Cambio di stagione, ormoni e mal di primavera


Smoothie di fragole con fettine di banana e semi di lino macinati

Con il cambio di stagione è possibile avvertire stanchezza e spossatezza. Con la giusta alimentazione possiamo affrontare al meglio l'arrivo della primavera e contrastare i sintomi del "mal di primavera", malessere più o meno forte, caratterizzato da sonnolenza e spossatezza, dovuto all'aumento delle ore di luce e alle conseguenti variazioni ormonali.

Il primo consiglio è fare il pieno di vitamine e sali minerali con zuppe e minestre di legumi e cereali, verdure e ortaggi a volontà.

A cena, un aiuto viene dal il triptofano che ritroviamo, ad esempio, nella pasta, nei legumi, nel latte. Il triptofano è precursore della serotonina. L'alimentazione nelle ore serali deve aiutare il rilassamento e prepararci ad un buon sonno ristoratore, non impegnando troppo il metabolismo per non disturbare il riposo.


Vi lascio due buone ricette.


➡Vellutata di piselli: soffriggere della cipolla con olio extravergine di oliva e aggiungere i piselli sgusciati (150g a persona); a cottura ultimata frullare.
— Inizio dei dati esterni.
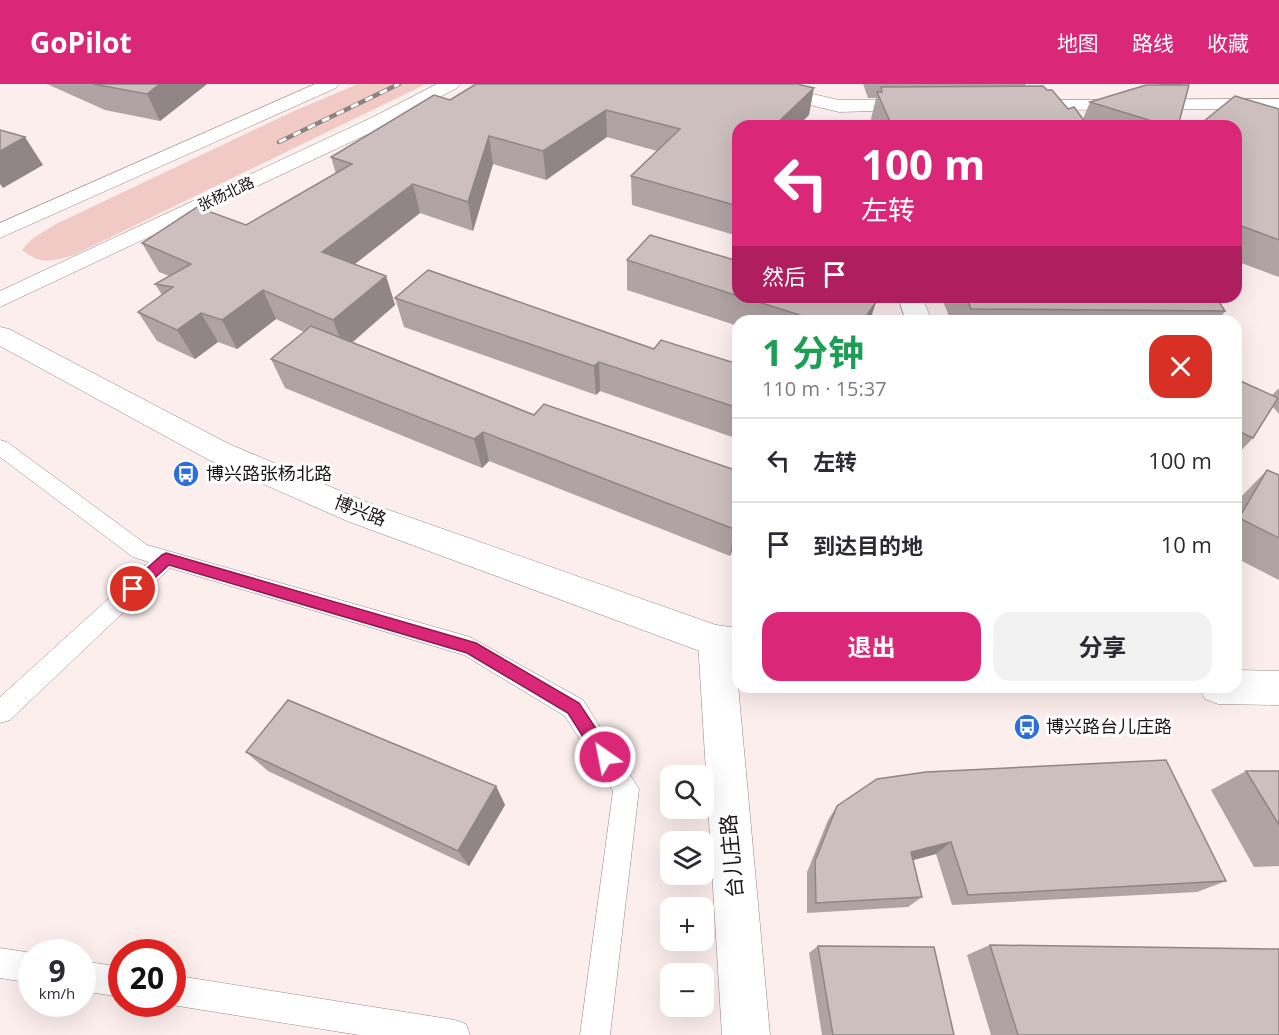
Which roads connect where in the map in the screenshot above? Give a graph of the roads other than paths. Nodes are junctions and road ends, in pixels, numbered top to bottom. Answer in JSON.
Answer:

➡Minestra primavera (ingredienti per una persona): cipolla, aglio, 100g piselli freschi, 100g di fave fresche, 1 carciofo, olio extravergine di oliva, sale. Preparazione: versare in una casseruola un fondo abbondante di olio extravergine e far rosolare aglio e cipolla. Aggiungere i piselli, le fave e i carciofi puliti e tagliati a fette sottili e ricoprire con 300ml di acqua bollente. Non aggiungere sale in cottura. Cuocere a fuoco lento per 20 minuti. A cottura ultimata aggiungere un filo di olio extravergine di oliva e un pizzico di sale.


Lo schema alimentare sopraindicato è fornito a titolo di esempio, ma si ricorda che una soluzione nutrizionale è efficace se personalizzata, quindi formulata sul singolo individuo e sulla sua condizione metabolica, stato di salute ed esigenza nutrizionale. Inoltre ogni alimento sopraindicato è sconsigliato in caso di allergia o intolleranza e patologie che ne vietino l’assunzione. E' importante tenere a mente che nessuna informazione, per quanto accurata, può sostituire il rapporto medico–paziente.